## Supplied material:

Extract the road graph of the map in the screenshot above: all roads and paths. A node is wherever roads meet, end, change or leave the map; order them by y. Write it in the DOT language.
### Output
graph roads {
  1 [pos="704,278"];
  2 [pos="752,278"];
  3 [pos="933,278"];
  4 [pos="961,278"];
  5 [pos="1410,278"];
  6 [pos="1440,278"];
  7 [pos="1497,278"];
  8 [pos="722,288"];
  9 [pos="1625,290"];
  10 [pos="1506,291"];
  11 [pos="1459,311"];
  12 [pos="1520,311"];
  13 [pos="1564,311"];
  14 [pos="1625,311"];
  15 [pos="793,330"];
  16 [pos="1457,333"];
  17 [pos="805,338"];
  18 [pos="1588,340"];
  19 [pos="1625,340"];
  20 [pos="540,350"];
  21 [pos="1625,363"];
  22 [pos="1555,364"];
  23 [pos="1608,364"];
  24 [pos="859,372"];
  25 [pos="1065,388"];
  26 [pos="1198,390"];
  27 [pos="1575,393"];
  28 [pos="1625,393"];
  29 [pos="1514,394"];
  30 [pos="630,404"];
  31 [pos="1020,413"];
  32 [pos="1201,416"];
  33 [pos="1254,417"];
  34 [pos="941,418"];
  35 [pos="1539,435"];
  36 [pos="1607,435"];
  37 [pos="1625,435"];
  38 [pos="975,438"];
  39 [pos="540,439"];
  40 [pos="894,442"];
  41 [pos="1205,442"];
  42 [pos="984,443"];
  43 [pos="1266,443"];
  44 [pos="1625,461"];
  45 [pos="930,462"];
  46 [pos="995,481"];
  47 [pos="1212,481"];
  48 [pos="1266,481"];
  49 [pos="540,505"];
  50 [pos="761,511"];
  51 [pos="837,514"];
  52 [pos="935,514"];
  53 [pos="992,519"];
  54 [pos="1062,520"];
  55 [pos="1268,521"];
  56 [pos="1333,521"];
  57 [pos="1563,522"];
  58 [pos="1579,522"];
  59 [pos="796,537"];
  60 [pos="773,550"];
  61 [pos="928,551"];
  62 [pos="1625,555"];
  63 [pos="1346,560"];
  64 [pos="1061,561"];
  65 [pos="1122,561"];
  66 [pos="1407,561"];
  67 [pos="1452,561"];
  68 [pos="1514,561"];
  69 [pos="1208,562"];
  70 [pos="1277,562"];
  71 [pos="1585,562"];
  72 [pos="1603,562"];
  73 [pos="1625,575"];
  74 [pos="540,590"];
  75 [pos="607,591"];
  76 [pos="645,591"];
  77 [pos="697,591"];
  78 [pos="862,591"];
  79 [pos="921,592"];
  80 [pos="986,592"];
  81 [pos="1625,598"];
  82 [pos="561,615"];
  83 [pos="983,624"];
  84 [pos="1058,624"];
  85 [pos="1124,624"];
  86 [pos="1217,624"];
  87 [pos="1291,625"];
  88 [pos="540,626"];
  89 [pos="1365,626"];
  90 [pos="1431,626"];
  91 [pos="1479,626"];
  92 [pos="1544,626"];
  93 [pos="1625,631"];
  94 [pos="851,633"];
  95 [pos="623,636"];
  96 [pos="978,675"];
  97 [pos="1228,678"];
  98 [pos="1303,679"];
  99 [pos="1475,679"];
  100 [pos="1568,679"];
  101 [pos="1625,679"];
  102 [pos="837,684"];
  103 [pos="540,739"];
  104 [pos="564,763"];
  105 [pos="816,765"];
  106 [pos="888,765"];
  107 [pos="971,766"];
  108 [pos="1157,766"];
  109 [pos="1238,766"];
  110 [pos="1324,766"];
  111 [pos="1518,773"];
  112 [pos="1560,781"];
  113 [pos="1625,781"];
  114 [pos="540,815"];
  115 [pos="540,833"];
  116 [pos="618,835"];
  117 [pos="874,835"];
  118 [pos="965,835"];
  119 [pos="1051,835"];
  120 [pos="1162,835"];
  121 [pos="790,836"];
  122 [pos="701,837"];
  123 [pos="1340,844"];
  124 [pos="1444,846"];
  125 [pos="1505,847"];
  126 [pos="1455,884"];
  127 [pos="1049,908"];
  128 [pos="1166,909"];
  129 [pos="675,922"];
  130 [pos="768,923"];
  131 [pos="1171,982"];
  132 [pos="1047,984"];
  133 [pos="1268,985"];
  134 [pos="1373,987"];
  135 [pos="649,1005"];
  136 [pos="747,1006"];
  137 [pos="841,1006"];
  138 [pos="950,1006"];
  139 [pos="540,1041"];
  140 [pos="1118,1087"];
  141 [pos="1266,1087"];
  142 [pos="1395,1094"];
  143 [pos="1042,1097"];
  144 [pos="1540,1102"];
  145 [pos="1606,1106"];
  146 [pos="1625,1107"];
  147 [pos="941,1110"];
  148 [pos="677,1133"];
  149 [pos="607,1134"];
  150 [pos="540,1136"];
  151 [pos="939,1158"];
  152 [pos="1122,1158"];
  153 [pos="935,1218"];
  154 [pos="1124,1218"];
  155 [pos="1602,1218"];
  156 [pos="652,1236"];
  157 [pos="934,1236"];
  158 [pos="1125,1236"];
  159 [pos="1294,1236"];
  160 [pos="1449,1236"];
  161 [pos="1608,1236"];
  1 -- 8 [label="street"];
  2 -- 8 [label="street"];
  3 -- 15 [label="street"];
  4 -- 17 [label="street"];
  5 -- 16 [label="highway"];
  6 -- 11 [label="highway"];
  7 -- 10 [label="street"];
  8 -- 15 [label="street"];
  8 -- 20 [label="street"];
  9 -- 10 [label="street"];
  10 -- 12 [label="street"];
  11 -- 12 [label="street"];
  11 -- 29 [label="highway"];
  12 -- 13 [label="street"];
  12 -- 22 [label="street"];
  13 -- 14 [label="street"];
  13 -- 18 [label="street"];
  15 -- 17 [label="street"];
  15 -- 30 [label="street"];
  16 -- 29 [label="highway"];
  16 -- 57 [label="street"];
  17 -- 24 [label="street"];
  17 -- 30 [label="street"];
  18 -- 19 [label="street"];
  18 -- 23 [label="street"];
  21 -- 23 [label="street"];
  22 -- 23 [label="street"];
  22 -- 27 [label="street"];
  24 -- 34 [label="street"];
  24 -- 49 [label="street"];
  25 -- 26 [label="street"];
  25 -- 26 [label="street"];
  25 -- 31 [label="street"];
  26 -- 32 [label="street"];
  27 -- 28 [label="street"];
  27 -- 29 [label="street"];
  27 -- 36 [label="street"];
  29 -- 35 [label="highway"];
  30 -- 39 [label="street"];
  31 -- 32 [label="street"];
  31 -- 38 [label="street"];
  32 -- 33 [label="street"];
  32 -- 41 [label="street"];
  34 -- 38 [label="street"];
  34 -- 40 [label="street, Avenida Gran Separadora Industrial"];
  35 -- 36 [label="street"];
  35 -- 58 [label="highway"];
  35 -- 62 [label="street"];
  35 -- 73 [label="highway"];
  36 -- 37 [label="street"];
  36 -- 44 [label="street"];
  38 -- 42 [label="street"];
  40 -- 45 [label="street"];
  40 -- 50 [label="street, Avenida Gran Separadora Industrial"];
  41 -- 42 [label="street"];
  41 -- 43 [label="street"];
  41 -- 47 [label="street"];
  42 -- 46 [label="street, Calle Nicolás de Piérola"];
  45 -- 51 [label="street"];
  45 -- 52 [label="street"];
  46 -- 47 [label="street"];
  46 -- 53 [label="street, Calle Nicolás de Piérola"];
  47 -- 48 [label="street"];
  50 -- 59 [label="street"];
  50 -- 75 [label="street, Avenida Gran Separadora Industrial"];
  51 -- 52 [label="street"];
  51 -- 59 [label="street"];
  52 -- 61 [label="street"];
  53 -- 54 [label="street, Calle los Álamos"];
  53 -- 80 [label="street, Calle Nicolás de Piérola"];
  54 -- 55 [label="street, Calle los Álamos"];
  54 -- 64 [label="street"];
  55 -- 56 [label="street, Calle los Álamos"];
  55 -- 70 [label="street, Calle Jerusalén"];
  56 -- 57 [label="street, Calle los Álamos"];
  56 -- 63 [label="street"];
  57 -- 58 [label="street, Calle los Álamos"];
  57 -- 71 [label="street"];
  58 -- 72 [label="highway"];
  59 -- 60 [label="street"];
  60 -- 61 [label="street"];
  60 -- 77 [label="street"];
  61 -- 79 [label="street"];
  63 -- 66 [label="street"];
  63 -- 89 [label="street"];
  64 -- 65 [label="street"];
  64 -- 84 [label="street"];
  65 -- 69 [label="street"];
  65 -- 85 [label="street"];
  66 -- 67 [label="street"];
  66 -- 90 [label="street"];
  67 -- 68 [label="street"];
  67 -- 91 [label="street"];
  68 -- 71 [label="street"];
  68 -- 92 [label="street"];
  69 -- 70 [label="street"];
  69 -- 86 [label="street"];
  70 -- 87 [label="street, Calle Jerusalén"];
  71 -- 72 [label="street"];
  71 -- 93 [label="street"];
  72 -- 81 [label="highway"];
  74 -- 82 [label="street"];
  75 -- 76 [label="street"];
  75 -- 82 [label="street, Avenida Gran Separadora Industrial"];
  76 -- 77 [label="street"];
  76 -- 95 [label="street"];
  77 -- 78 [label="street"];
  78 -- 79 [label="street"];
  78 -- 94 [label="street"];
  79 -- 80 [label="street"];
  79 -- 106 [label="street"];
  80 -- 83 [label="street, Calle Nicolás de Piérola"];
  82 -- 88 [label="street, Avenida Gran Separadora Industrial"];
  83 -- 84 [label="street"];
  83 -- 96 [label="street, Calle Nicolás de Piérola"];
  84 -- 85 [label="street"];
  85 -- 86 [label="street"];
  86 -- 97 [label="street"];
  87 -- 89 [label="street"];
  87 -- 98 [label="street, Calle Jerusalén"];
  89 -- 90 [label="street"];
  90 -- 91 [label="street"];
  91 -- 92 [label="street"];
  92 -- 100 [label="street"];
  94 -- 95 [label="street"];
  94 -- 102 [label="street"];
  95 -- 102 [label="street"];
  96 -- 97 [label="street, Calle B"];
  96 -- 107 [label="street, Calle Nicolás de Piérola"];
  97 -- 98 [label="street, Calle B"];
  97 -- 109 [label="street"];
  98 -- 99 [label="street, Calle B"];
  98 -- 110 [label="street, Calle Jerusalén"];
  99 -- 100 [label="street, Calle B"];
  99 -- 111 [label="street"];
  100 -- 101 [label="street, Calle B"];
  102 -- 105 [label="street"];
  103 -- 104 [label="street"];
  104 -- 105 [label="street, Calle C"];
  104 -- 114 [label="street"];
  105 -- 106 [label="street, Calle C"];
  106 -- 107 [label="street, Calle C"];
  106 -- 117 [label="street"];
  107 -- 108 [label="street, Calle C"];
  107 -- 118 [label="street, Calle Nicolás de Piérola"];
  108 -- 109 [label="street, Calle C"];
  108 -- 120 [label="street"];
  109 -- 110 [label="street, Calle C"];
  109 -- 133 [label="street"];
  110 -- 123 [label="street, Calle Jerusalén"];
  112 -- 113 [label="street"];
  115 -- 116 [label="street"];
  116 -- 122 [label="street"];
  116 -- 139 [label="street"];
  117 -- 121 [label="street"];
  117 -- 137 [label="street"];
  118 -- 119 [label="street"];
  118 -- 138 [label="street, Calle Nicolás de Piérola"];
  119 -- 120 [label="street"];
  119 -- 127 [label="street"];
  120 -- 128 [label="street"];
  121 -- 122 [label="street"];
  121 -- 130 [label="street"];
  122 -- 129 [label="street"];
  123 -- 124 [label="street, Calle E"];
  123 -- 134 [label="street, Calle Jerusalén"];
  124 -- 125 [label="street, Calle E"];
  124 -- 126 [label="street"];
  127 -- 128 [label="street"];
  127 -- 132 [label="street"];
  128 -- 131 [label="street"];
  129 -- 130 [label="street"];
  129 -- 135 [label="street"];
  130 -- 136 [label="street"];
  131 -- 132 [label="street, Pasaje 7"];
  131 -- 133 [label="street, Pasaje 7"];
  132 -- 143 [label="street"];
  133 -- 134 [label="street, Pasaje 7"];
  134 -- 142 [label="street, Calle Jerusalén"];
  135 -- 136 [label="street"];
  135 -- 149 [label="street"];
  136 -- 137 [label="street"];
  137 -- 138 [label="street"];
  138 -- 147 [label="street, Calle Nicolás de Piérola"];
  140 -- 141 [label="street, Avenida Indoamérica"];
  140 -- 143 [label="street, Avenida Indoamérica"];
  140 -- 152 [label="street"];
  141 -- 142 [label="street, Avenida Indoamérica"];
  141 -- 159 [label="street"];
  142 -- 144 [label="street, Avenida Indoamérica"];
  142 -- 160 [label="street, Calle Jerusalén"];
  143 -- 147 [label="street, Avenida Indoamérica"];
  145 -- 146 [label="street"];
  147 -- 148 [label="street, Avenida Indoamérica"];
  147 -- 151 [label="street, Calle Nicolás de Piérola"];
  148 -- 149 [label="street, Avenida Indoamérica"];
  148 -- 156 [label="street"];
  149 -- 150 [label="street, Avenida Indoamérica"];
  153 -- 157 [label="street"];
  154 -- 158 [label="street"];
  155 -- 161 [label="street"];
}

## Task to carry out:
Look at the records above. Copy every line where the string "Nicolás" occurs.

## Solution:
  42 -- 46 [label="street, Calle Nicolás de Piérola"];
  46 -- 53 [label="street, Calle Nicolás de Piérola"];
  53 -- 80 [label="street, Calle Nicolás de Piérola"];
  80 -- 83 [label="street, Calle Nicolás de Piérola"];
  83 -- 96 [label="street, Calle Nicolás de Piérola"];
  96 -- 107 [label="street, Calle Nicolás de Piérola"];
  107 -- 118 [label="street, Calle Nicolás de Piérola"];
  118 -- 138 [label="street, Calle Nicolás de Piérola"];
  138 -- 147 [label="street, Calle Nicolás de Piérola"];
  147 -- 151 [label="street, Calle Nicolás de Piérola"];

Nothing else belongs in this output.